> [Exercise objective]: Take the data below. Output it exactly from its first line through the line containing "middle dip: (191, 137)".

Materials provided: Begin

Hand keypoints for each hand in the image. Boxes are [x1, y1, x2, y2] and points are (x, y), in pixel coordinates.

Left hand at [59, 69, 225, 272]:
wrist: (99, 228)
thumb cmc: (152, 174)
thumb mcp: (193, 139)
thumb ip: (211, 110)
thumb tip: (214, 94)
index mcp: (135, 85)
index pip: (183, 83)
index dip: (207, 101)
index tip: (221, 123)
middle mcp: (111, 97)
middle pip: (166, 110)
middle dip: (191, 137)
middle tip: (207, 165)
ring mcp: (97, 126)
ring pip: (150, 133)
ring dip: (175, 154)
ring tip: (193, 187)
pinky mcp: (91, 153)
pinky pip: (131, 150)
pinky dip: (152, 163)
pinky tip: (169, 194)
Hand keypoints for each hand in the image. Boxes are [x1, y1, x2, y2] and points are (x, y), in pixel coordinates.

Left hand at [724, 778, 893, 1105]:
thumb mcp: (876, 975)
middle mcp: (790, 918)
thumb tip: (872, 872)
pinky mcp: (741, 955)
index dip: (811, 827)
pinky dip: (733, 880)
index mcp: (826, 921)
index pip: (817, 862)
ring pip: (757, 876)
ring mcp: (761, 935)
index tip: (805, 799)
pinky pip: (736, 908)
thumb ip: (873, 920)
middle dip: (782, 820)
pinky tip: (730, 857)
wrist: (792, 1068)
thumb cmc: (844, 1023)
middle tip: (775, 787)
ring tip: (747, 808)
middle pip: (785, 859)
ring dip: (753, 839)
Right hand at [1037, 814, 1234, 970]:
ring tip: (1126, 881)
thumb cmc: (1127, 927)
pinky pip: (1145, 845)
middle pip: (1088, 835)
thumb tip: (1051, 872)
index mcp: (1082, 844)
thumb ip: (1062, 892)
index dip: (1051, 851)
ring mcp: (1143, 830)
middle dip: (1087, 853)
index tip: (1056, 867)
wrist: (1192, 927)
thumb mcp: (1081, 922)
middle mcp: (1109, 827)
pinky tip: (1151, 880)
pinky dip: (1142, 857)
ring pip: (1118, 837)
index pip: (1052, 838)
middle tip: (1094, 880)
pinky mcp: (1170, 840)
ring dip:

Materials provided: End

> [Solution to this task]:
Hand keypoints for each hand in the image. Boxes are [x1, y1, x2, y2] and points are (x, y), in pixel coordinates.

Left hand at [59, 69, 225, 272]:
wrist: (99, 228)
thumb cmc: (152, 174)
thumb mcp: (193, 139)
thumb ip: (211, 110)
thumb tip: (214, 94)
index mcp: (135, 85)
index pip: (183, 83)
index dip: (207, 101)
index tip: (221, 123)
middle mcp: (111, 97)
middle pip: (166, 110)
middle dip: (191, 137)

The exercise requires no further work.